本記事では、キーエンスの特許情報を分析し、同社の技術開発の特徴を読み解きます。前半では、キーエンスの経営戦略の概要と特許ポートフォリオの全体像を紹介します。後半では、センサーなどで競合するオムロンの特許との比較分析を行い、キーエンスの技術開発の特徴を明らかにします。

<参考:株式会社キーエンス 基本情報>
証券コード:6861
設立年:1974年
ウェブサイト:https://www.keyence.co.jp/

キーエンスの経営戦略の概要と特許ポートフォリオ

キーエンスの特許ポートフォリオの概要(特許分析ツールTokkyo.Aiを用いた分析結果を元に作成。同社の日本における2014~2023年の特許出願を分析)

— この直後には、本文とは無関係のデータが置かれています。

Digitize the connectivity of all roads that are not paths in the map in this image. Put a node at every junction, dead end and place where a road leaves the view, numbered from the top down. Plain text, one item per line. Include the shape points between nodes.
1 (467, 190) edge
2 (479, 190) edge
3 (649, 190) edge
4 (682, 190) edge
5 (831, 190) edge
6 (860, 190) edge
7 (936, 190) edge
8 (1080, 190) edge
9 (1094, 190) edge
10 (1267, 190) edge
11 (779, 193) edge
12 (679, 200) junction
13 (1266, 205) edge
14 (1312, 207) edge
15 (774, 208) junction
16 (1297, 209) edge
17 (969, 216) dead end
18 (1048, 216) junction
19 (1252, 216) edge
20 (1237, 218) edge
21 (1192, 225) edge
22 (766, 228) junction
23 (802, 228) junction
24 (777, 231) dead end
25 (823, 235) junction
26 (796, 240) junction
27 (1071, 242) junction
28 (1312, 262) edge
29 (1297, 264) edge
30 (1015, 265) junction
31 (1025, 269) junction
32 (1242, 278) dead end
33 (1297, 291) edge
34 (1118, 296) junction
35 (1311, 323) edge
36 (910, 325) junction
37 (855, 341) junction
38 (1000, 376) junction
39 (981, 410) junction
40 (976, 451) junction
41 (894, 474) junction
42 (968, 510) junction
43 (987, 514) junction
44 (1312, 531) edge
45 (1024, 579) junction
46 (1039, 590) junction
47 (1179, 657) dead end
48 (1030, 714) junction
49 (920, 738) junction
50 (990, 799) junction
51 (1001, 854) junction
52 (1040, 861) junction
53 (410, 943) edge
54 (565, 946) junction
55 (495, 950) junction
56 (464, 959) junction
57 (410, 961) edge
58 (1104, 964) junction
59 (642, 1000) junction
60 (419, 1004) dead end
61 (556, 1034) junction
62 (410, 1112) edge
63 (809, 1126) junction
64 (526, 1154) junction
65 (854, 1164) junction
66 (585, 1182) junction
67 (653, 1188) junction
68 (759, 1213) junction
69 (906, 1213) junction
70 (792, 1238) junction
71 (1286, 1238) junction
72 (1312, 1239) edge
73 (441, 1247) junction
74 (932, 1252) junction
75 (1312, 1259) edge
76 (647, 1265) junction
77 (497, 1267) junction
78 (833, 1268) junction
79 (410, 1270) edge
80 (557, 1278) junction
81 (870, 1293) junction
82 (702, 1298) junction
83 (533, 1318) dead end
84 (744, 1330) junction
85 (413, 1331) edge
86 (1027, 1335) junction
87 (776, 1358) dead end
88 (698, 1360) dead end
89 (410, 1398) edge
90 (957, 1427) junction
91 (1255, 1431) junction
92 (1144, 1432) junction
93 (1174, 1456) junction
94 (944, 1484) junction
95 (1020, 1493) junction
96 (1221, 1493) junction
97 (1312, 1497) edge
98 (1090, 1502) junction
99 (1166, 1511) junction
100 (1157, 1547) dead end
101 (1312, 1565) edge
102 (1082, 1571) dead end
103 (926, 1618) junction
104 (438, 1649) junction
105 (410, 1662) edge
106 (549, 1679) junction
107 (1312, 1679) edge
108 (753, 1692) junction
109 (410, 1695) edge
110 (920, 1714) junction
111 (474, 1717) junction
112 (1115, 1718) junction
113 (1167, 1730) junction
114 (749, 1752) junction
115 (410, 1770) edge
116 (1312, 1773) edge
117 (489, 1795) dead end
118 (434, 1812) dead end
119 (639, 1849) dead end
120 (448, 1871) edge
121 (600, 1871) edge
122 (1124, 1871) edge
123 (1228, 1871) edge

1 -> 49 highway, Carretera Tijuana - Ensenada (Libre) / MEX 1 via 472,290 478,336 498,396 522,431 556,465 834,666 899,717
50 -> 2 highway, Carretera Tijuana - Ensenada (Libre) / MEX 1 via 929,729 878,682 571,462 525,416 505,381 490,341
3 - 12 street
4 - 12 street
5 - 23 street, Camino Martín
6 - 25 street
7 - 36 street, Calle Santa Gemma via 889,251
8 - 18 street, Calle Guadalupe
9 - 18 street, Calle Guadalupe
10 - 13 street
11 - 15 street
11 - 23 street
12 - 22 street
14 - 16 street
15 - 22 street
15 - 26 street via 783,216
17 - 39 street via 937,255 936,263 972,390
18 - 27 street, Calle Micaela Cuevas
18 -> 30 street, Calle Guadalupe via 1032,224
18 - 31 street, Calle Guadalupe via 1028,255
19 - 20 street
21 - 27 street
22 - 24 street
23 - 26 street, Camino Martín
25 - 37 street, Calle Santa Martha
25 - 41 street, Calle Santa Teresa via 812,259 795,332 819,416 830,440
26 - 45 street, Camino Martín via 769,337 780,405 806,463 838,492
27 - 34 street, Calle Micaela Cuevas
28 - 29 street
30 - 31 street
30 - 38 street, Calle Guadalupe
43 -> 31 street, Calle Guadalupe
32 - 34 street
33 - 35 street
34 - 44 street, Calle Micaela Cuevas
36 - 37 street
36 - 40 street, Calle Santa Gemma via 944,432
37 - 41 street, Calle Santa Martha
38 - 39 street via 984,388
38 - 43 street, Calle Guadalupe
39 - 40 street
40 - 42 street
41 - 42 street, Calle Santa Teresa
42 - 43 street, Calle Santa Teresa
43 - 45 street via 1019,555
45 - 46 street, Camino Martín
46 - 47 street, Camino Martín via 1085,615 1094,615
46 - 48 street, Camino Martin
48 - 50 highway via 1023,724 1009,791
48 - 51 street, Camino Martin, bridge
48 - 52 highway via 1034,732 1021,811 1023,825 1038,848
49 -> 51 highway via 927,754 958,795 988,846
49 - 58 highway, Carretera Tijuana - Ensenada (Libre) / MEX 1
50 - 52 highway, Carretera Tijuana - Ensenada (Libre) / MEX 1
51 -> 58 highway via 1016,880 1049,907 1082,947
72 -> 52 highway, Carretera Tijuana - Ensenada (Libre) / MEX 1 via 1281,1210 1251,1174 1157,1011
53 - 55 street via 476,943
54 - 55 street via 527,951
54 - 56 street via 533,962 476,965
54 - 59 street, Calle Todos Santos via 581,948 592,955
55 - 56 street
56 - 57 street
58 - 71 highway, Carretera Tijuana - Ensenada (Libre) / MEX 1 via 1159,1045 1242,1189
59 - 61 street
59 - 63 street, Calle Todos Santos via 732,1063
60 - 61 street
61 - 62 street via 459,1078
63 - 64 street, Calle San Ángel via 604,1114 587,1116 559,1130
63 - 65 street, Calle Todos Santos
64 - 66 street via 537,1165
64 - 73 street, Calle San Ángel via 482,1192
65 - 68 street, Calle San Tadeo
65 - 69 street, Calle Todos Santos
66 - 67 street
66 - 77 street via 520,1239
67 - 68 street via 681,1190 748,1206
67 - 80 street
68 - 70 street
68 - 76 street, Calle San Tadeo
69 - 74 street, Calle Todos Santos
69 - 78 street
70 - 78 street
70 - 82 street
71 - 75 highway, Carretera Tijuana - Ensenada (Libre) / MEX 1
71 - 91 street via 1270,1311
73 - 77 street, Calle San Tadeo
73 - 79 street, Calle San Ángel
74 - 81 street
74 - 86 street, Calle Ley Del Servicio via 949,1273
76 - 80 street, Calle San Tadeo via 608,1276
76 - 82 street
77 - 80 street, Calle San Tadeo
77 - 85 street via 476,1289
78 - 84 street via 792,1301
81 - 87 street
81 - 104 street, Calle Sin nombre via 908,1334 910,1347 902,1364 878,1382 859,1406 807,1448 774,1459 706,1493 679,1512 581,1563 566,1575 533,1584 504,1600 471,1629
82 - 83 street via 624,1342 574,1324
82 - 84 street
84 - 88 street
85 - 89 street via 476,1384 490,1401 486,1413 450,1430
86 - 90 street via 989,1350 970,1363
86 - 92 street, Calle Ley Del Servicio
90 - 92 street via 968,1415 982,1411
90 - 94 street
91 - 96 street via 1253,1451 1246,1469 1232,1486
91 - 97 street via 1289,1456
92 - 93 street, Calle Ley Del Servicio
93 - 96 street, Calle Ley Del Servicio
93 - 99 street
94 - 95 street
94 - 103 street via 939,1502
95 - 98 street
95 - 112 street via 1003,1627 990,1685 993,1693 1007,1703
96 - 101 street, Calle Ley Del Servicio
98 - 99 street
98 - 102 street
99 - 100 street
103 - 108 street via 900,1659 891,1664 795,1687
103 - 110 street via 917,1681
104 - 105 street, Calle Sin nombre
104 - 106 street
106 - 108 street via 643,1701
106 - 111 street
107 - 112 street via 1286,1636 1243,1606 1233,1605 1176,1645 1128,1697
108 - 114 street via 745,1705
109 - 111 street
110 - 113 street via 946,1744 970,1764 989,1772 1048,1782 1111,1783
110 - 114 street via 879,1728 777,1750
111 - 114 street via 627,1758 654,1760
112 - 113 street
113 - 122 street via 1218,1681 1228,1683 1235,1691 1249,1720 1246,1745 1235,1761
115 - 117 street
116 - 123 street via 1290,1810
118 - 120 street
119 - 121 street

キーエンスの特許ポートフォリオの概要(特許分析ツールTokkyo.Aiを用いた分析結果を元に作成。同社の日本における2014~2023年の特許出願を分析)

キーエンスの経営戦略の概要

まず、キーエンスの概要を理解するため、同社の経営戦略の要点を記載します。

  • レーザーセンサ、3Dスキャナなど製造設備向け製品を販売するBtoBビジネスを展開
  • 工場を持たないファブレス企業で、製造は外部に委託。代理店を通さず顧客に直接販売する「直販モデル」を採用
  • 顧客との直接の対話により顧客ニーズを把握し、高付加価値の商品を開発することで、高い利益率を達成している

上記はキーエンスに関する書籍などで既に書かれている内容で、「高付加価値の商品を生み出す戦略」として注目されています。では、同社の「技術戦略」はどうなっているのか?特許情報を元に読み解きます。

キーエンスの特許ポートフォリオは「測定技術」が中心

キーエンスが直近の10年で出願した特許の技術分野を、前出のグラフに整理しました。

センサを使った「測定技術」に関する出願が半数近くを占めており、同社のコア技術であることがわかります。また、次に件数の多い「コンピュータ技術」や「機構制御」についても、測定機器などで使われる解析ソフトやセンサの制御が中心になっています。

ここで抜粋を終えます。